Cyclin A Downregulation and p21cip1 Upregulation Correlate With GATA-6–Induced Growth Arrest in Glomerular Mesangial Cells
Abstract—The GATA-6 transcription factor is reported to be expressed in vascular myocytes. Because glomerular mesangial cells (GMCs) and vascular myocytes have similar properties, we examined whether GATA-6 was expressed in cultured GMCs and whether overexpression of GATA-6 induced cell cycle arrest in GMCs, using a recombinant adenovirus that expresses GATA-6 (Ad GATA-6). GATA-6 expression in GMCs was downregulated when quiescent GMCs were stimulated by serum to reenter the cell cycle. [3H]thymidine uptake was inhibited in GMCs infected with Ad GATA-6 in a dose- and time-dependent manner. The expression of cyclin A protein was decreased and that of the cyclin-dependent kinase inhibitor p21cip1 was increased in GMCs infected with Ad GATA-6. Although the expression of p21cip1 transcripts did not change remarkably, p21cip1 protein was stabilized in GMCs infected with Ad GATA-6, suggesting a post-transcriptional regulation of p21cip1 expression. Northern blot analysis showed that expression of the cyclin A transcript was decreased in Ad GATA-6–infected cells, whereas this decrease of cyclin A was not observed in GMCs derived from p21cip1 null mice. Our results demonstrate that GATA-6 is endogenously expressed in GMCs and that overexpression of GATA-6 can induce cell cycle arrest. Our results also show that GATA-6–induced cell cycle arrest is associated with inhibition of cyclin A expression and p21cip1 upregulation. Finally, our results indicate that the GATA-6–induced suppression of cyclin A expression depends on the presence of p21cip1.
Glomerular mesangial cells (GMCs), which are interposed among glomerular capillaries, not only support the glomerular capillary loops but also have contractile and phagocytic properties. Like vascular smooth muscle cells (VSMCs), GMCs contain both actin and myosin filaments and contract in response to vasoactive agents such as angiotensin II and vasopressin.1 2 It is well established that proliferation of GMCs and increase in the surrounding matrix are implicated in the pathophysiology of some forms of glomerulonephritis. It is also well known that persistence of glomerulonephritis often results in renal hypertension (hypertension associated with renal parenchymal disease), which is the major cause of secondary hypertension, and renal failure. However, little attempt has been made to modulate the growth of GMCs using endogenously expressed genes that may be implicated in maintenance of the differentiated phenotype or quiescence of GMCs.

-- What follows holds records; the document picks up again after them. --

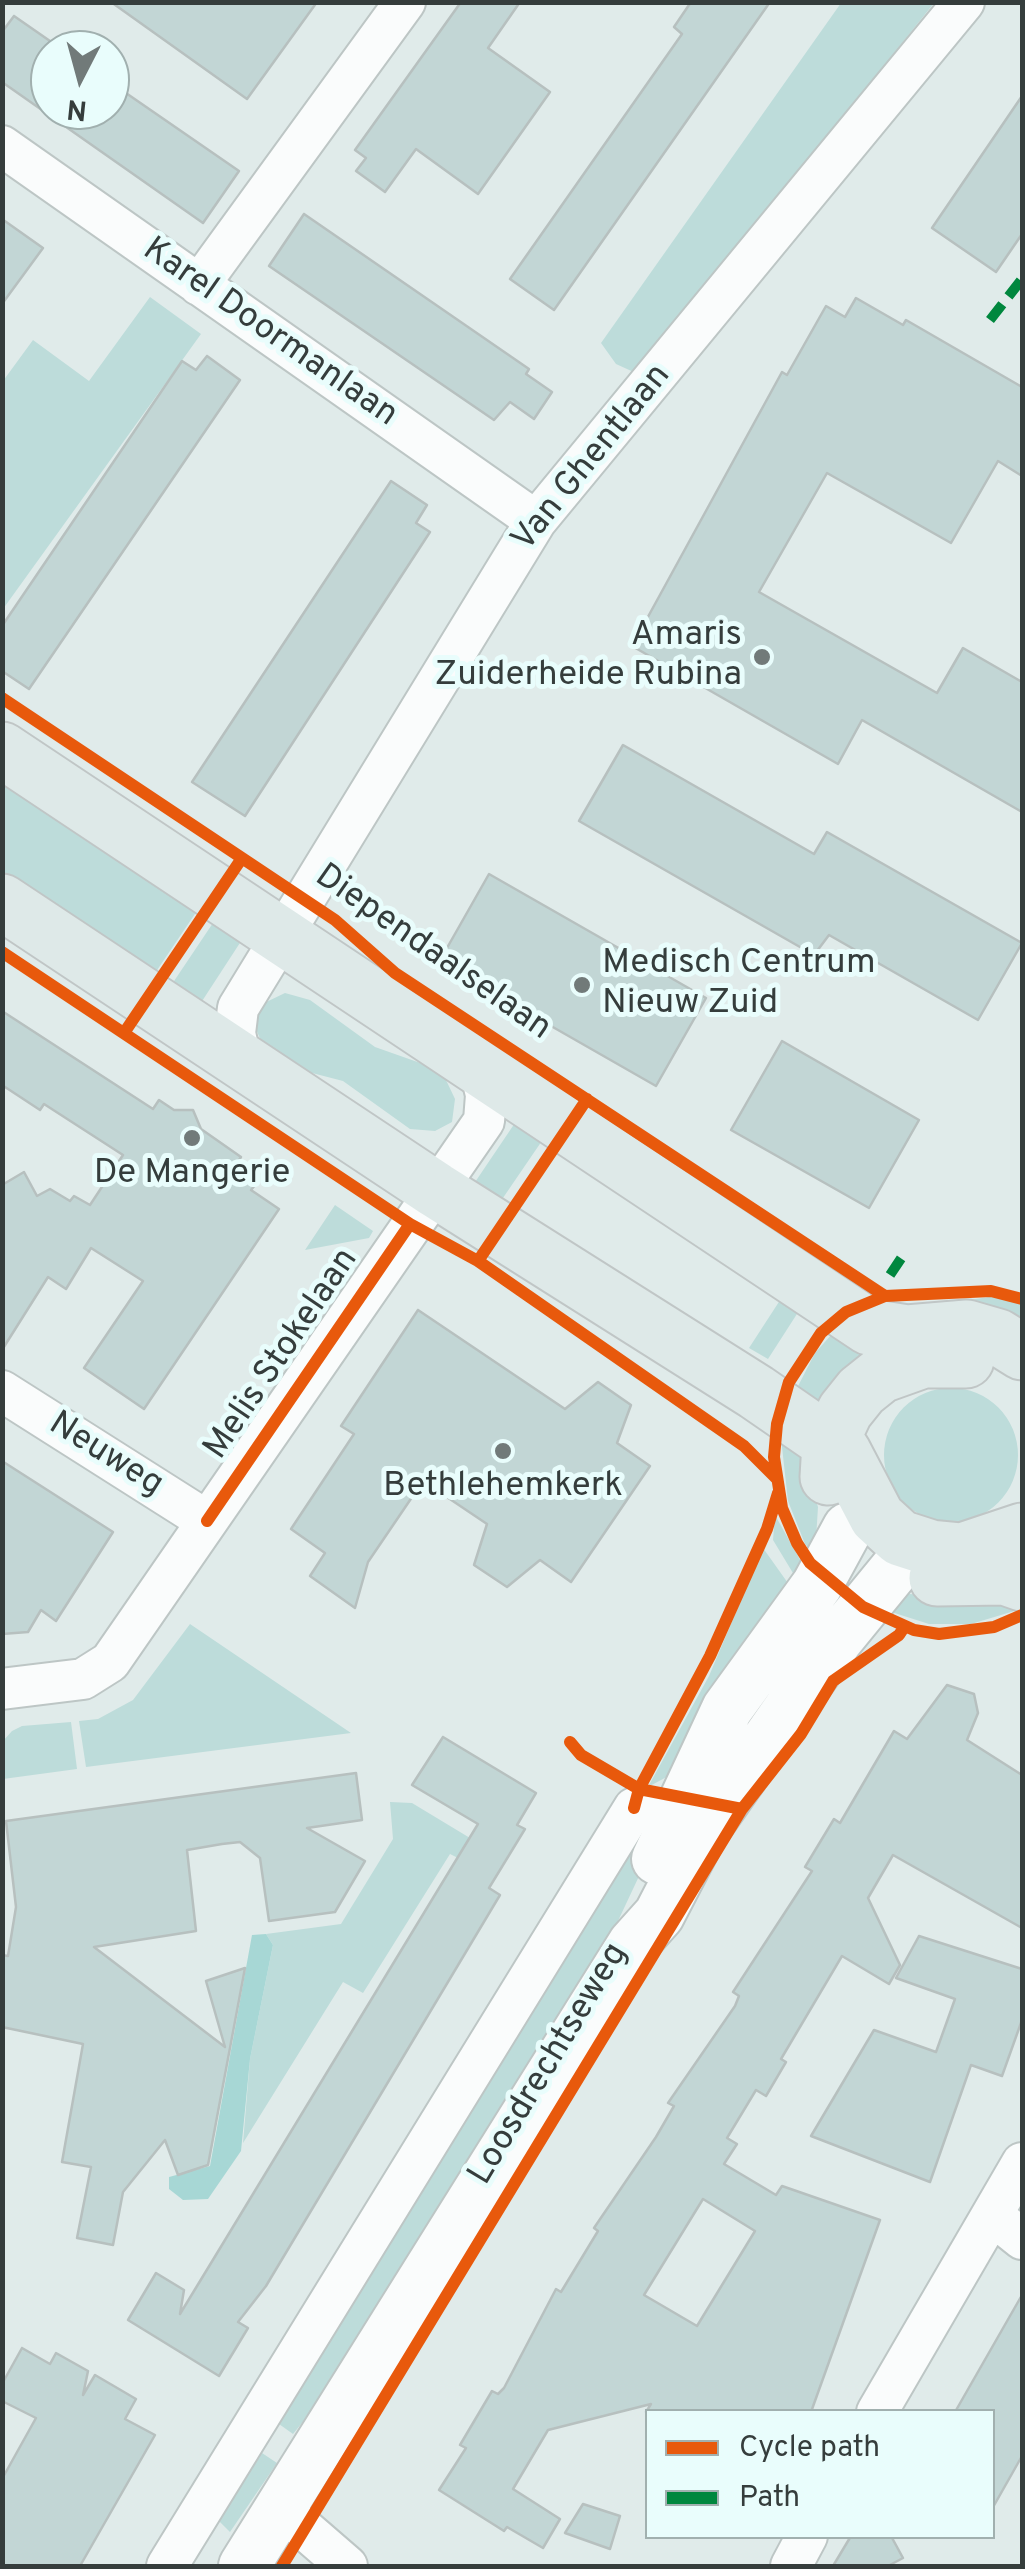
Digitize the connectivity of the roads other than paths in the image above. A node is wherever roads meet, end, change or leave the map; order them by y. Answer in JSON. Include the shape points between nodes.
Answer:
{"nodes":[{"id":1,"x":405,"y":2,"type":"edge"},
{"id":2,"x":964,"y":2,"type":"edge"},
{"id":3,"x":2,"y":146,"type":"edge"},
{"id":4,"x":199,"y":285,"type":"junction"},
{"id":5,"x":536,"y":521,"type":"junction"},
{"id":6,"x":2,"y":750,"type":"edge"},
{"id":7,"x":2,"y":902,"type":"edge"},
{"id":8,"x":281,"y":937,"type":"junction"},
{"id":9,"x":242,"y":1061,"type":"junction"},
{"id":10,"x":480,"y":1069,"type":"junction"},
{"id":11,"x":436,"y":1190,"type":"junction"},
{"id":12,"x":1018,"y":1372,"type":"edge"},
{"id":13,"x":2,"y":1392,"type":"edge"},
{"id":14,"x":830,"y":1443,"type":"junction"},
{"id":15,"x":208,"y":1521,"type":"junction"},
{"id":16,"x":848,"y":1528,"type":"junction"},
{"id":17,"x":1022,"y":1532,"type":"edge"},
{"id":18,"x":906,"y":1556,"type":"junction"},
{"id":19,"x":1000,"y":1580,"type":"edge"},
{"id":20,"x":2,"y":1689,"type":"edge"},
{"id":21,"x":670,"y":1822,"type":"junction"},
{"id":22,"x":1022,"y":2163,"type":"edge"},
{"id":23,"x":1007,"y":2227,"type":"edge"},
{"id":24,"x":879,"y":2409,"type":"edge"},
{"id":25,"x":280,"y":2508,"type":"junction"},
{"id":26,"x":805,"y":2539,"type":"edge"},
{"id":27,"x":167,"y":2566,"type":"edge"},
{"id":28,"x":244,"y":2566,"type":"edge"},
{"id":29,"x":347,"y":2566,"type":"edge"},
{"id":30,"x":790,"y":2566,"type":"edge"}],
"edges":[{"from":1,"to":4,"type":"street"},
{"from":2,"to":5,"type":"street","name":"Van Ghentlaan"},
{"from":3,"to":4,"type":"street","name":"Karel Doormanlaan"},
{"from":4,"to":5,"type":"street","name":"Karel Doormanlaan"},
{"from":5,"to":8,"type":"street","name":"Van Ghentlaan"},
{"from":6,"to":8,"type":"main road","name":"Diependaalselaan"},
{"from":7,"to":9,"type":"main road"},
{"from":8,"to":9,"type":"street","name":"Van Ghentlaan","via":[[238,1008]]},
{"from":8,"to":10,"type":"main road","name":"Diependaalselaan"},
{"from":9,"to":11,"type":"main road"},
{"from":10,"to":11,"type":"street","name":"Melis Stokelaan","via":[[484,1120]]},
{"from":10,"to":12,"type":"main road","name":"Diependaalselaan","via":[[869,1327],[907,1334],[966,1328],[998,1338]]},
{"from":11,"to":14,"type":"main road"},
{"from":11,"to":15,"type":"street","name":"Melis Stokelaan"},
{"from":12,"to":14,"type":"main road","via":[[955,1358],[896,1369],[861,1391]]},
{"from":13,"to":15,"type":"street","name":"Neuweg"},
{"from":14,"to":16,"type":"main road","via":[[830,1493]]},
{"from":14,"to":18,"type":"main road","via":[[850,1460],[877,1517],[900,1538]]},
{"from":15,"to":20,"type":"street","name":"Melis Stokelaan","via":[[110,1662],[83,1679]]},
{"from":16,"to":18,"type":"main road","via":[[876,1558]]},
{"from":16,"to":21,"type":"street","name":"Loosdrechtseweg","via":[[817,1585],[727,1709]]},
{"from":17,"to":18,"type":"main road","via":[[975,1550]]},
{"from":18,"to":19,"type":"main road","via":[[948,1580]]},
{"from":18,"to":21,"type":"street","name":"Loosdrechtseweg"},
{"from":21,"to":25,"type":"street","name":"Loosdrechtseweg","via":[[659,1915],[633,1944]]},
{"from":21,"to":27,"type":"street","name":"Loosdrechtseweg"},
{"from":22,"to":23,"type":"street"},
{"from":23,"to":24,"type":"street"},
{"from":25,"to":28,"type":"street","name":"Loosdrechtseweg"},
{"from":25,"to":29,"type":"street"},
{"from":26,"to":30,"type":"street"}]}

The GATA transcription factors comprise 6 isoforms. Among them, the GATA-1/-2/-3 genes are mainly expressed in hematopoietic cells, whereas the GATA-4/-5/-6 genes are predominantly expressed in the heart and gastrointestinal tract.3 Gene disruption experiments of each GATA transcription factor have shown that each GATA gene has distinct functions.4 5 6 7 8 9 We have recently shown that the GATA-6 gene was expressed in cultured human and rat VSMCs and that its expression is rapidly downregulated when quiescent cultured VSMCs are stimulated by serum mitogens to initiate cell cycle reentry.10 We have also shown that overexpression of GATA-6 gene induced cell cycle arrest in VSMCs and fibroblasts.11 These results suggest that GATA-6 is a candidate gene that may be implicated in maintenance of the differentiated phenotype in VSMCs and that overexpression of GATA-6 can inhibit proliferation of VSMCs.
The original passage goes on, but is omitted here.